▶ What the exercise asks
Search the records for the word "dead" and copy each line in which it appears.

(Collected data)
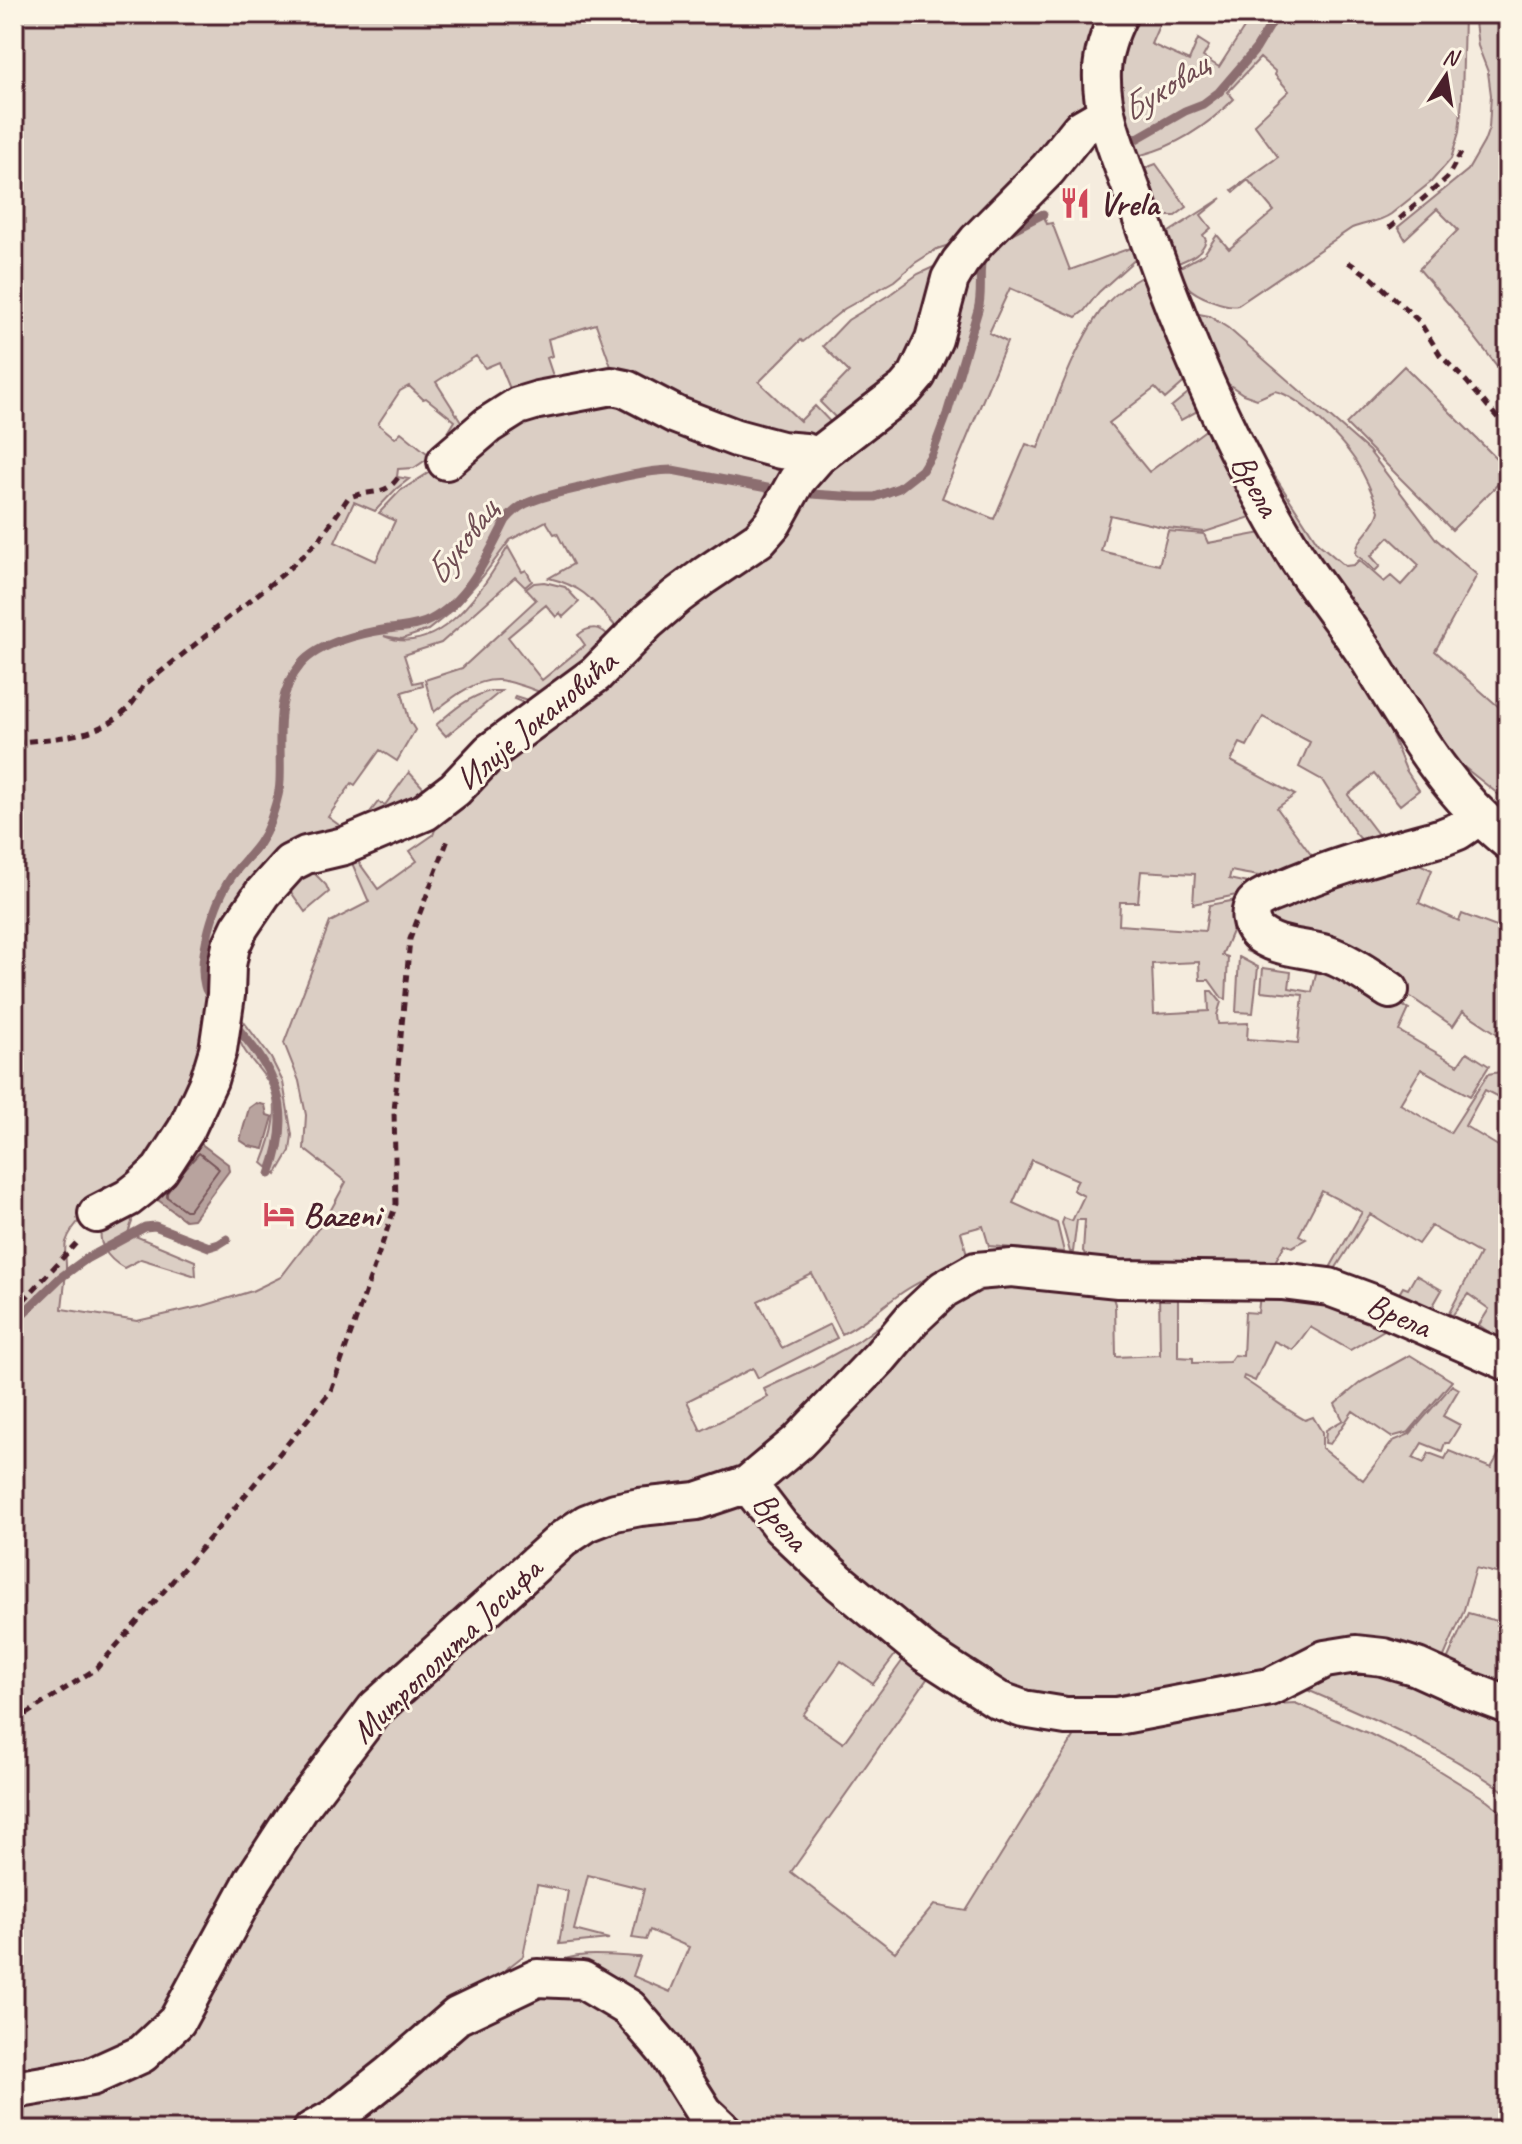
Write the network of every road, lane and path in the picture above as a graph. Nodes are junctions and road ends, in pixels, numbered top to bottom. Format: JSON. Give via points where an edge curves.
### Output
{"nodes":[{"id":1,"x":1119,"y":14,"type":"edge"},
{"id":2,"x":1113,"y":135,"type":"junction"},
{"id":3,"x":1461,"y":153,"type":"dead end"},
{"id":4,"x":1389,"y":228,"type":"dead end"},
{"id":5,"x":1348,"y":262,"type":"dead end"},
{"id":6,"x":1508,"y":430,"type":"edge"},
{"id":7,"x":446,"y":461,"type":"dead end"},
{"id":8,"x":401,"y":473,"type":"dead end"},
{"id":9,"x":800,"y":480,"type":"junction"},
{"id":10,"x":14,"y":743,"type":"edge"},
{"id":11,"x":455,"y":789,"type":"junction"},
{"id":12,"x":1480,"y":816,"type":"junction"},
{"id":13,"x":1508,"y":841,"type":"edge"},
{"id":14,"x":1390,"y":990,"type":"dead end"},
{"id":15,"x":93,"y":1222,"type":"joint"},
{"id":16,"x":14,"y":1311,"type":"edge"},
{"id":17,"x":1508,"y":1362,"type":"edge"},
{"id":18,"x":748,"y":1484,"type":"junction"},
{"id":19,"x":1508,"y":1705,"type":"edge"},
{"id":20,"x":14,"y":1722,"type":"edge"},
{"id":21,"x":14,"y":2090,"type":"edge"},
{"id":22,"x":312,"y":2130,"type":"edge"},
{"id":23,"x":723,"y":2130,"type":"edge"}],
"edges":[{"from":1,"to":2,"type":"street","name":"Врела","via":[[1102,74]]},
{"from":2,"to":9,"type":"street","name":"Илије Јокановића","via":[[1080,129],[977,241],[950,279],[934,339],[911,382]]},
{"from":2,"to":12,"type":"street","name":"Врела","via":[[1165,283],[1240,458],[1295,554],[1351,632],[1415,737]]},
{"from":3,"to":4,"type":"path","via":[[1447,178]]},
{"from":5,"to":6,"type":"path","via":[[1420,322],[1440,355]]},
{"from":7,"to":9,"type":"street","via":[[518,406],[612,386],[736,438],[805,452]]},
{"from":8,"to":10,"type":"path","via":[[387,489],[348,498],[312,547],[143,686],[118,719],[82,734]]},
{"from":9,"to":11,"type":"street","name":"Илије Јокановића","via":[[759,539],[677,596],[596,674],[490,752]]},
{"from":11,"to":15,"type":"street","name":"Илије Јокановића","via":[[425,812],[290,863],[263,893],[231,946],[218,1050],[197,1109],[160,1170]]},
{"from":11,"to":20,"type":"path","via":[[455,819],[410,939],[394,1111],[396,1204],[331,1391],[97,1668]]},
{"from":12,"to":13,"type":"street","name":"Врела"},
{"from":12,"to":14,"type":"street","via":[[1443,837],[1325,870],[1251,908],[1250,921],[1264,937],[1331,955]]},
{"from":15,"to":16,"type":"path"},
{"from":17,"to":18,"type":"street","name":"Врела","via":[[1329,1287],[1282,1281],[1118,1279],[1012,1268],[976,1271],[944,1289],[798,1442]]},
{"from":18,"to":19,"type":"street","name":"Врела","via":[[781,1527],[925,1653],[998,1700],[1023,1709],[1117,1716],[1270,1687],[1325,1659],[1356,1654],[1417,1667]]},
{"from":18,"to":21,"type":"street","name":"Митрополита Јосифа","via":[[697,1501],[615,1512],[563,1539],[376,1708],[254,1879],[177,2021],[142,2054],[91,2077]]},
{"from":22,"to":23,"type":"street","via":[[336,2117],[457,2016],[537,1978],[582,1980],[629,2008],[665,2050],[704,2112]]}]}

▶ Exercise response
{"id":3,"x":1461,"y":153,"type":"dead end"},
{"id":4,"x":1389,"y":228,"type":"dead end"},
{"id":5,"x":1348,"y":262,"type":"dead end"},
{"id":7,"x":446,"y":461,"type":"dead end"},
{"id":8,"x":401,"y":473,"type":"dead end"},
{"id":14,"x":1390,"y":990,"type":"dead end"},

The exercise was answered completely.